State of the Energy Union Report 2025

In Report 2025 by Paolo Lutteri

Pub: Commissione Europea (Testo inglese, 25 pagine)

Aut: Direzione Generale per l'Energia

Il Rapporto conferma i progressi nell’attuazione del piano d’azione per l’energia a prezzi accessibili dell’UE, pubblicato nel febbraio 2025, per ridurre ulteriormente i costi energetici, modernizzare le reti e ampliare le interconnessioni.
Nonostante gli sforzi, la dipendenza dai combustibili fossili nell’UE rimane sostanziale. Circa il 70% dell’energia consumata nel 2023 proveniva da combustibili fossili (principalmente importati). Dal punto di vista positivo, le energie rinnovabili stanno crescendo rapidamente, riducendo la nostra dipendenza dalle importazioni, le emissioni di gas serra, l’inquinamento atmosferico nocivo e i prezzi dell’energia. La maggior parte dell’elettricità prodotta nell’UE proviene ora da fonti di energia pulita, con progressi diversi tra i paesi dell’UE.
Secondo la relazione Progress sulla competitività, annessa al rapporto principale, l’UE guida gli investimenti pubblici in materia di ricerca e innovazione (R&I) nella tecnologia pulita, con maggiore impegno necessario per garantire investimenti in R&I privati.
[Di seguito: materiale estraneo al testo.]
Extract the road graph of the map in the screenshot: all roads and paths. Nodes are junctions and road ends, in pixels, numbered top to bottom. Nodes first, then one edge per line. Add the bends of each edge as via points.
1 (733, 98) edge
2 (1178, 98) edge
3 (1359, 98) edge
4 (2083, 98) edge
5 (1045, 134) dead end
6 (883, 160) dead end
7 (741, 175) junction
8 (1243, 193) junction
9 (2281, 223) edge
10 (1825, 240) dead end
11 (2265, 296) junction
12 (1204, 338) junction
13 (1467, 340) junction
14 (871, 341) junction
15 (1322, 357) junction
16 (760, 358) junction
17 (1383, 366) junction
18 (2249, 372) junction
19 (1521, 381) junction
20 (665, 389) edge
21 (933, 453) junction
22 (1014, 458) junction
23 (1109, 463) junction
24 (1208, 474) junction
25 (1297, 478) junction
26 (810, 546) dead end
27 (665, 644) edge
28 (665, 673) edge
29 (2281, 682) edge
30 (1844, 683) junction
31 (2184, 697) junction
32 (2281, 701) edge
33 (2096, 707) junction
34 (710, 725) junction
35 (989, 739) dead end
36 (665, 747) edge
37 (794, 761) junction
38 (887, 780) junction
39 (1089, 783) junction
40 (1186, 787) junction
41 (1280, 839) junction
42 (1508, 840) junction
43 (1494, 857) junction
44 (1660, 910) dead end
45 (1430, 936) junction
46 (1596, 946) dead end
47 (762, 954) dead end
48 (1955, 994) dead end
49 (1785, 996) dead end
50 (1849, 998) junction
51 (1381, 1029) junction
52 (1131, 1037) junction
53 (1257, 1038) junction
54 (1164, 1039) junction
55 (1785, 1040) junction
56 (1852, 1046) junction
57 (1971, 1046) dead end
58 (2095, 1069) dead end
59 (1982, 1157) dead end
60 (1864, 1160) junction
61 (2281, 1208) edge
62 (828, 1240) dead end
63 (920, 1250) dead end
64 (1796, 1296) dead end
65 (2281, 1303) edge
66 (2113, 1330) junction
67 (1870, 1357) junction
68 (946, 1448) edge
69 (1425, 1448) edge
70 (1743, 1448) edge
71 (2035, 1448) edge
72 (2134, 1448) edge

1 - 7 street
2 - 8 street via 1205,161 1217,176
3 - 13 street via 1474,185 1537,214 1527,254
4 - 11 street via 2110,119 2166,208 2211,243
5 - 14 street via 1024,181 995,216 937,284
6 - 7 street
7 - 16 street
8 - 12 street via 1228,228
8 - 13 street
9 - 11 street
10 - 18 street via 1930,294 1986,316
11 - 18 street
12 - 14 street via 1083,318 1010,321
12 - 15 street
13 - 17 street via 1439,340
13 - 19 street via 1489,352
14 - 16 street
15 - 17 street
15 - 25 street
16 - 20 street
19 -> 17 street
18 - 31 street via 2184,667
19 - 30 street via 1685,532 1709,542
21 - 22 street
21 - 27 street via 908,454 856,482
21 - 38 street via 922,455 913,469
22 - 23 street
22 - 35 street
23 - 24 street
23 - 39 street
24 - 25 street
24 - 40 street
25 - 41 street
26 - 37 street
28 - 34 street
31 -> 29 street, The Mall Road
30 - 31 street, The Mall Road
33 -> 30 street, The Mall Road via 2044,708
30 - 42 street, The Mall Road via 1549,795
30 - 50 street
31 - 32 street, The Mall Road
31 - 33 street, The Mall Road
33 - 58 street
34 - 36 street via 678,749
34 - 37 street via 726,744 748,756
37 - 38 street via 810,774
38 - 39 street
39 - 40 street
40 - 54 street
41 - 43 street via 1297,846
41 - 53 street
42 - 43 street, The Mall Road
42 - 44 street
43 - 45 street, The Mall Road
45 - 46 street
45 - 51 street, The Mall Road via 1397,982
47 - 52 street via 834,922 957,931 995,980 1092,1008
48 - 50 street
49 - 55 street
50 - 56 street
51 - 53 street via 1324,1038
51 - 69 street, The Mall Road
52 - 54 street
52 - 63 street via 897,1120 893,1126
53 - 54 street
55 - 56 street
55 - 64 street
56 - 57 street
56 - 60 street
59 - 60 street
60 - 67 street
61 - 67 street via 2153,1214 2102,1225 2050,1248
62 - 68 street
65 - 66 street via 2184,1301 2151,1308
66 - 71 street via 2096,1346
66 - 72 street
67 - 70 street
A migliorare l’innovazione, garantire le catene di approvvigionamento e mantenere la competitività globale, inoltre al Fondo europeo per la competitività e a Horizon Europe, la BEI Programma TechEU dovrebbe mobilitare €250 miliardi entro il 2027.
Sulla base dei piani nazionali per l’energia e il clima e delle ultime proiezioni sui gas a effetto serra presentate dai paesi dell’UE, continuiamo a progredire verso gli obiettivi 2030 dell’UE di ridurre le emissioni nette di gas serra di almeno il 55% rispetto ai livelli del 1990 e di raggiungere almeno il 42,5% di energia rinnovabile nel mix energetico dell’UE.
Il rapporto sottolinea la necessità di mantenere lo slancio attraverso investimenti più rapidi nella tecnologia pulita e sforzi più forti sull’efficienza energetica – negli edifici, nei prodotti, nei sistemi di riscaldamento e raffreddamento. L’accordo industriale pulito per l’Europa e la bussola della competitività svolgeranno un ruolo centrale nella creazione delle giuste condizioni per il continuo progresso.
Si conclude che l’UE deve evolvere in un “elettro-continente”, che si basa su energia pulita prodotta a livello nazionale. Il rafforzamento della sicurezza energetica e della resilienza rimane fondamentale, poiché l’UE continua a navigare in un contesto geopolitico complesso. Per fornire elettrificazione su larga scala, l’elettricità nel consumo di energia finale dovrà raddoppiare dal 23% di oggi a circa il 50% entro il 2040.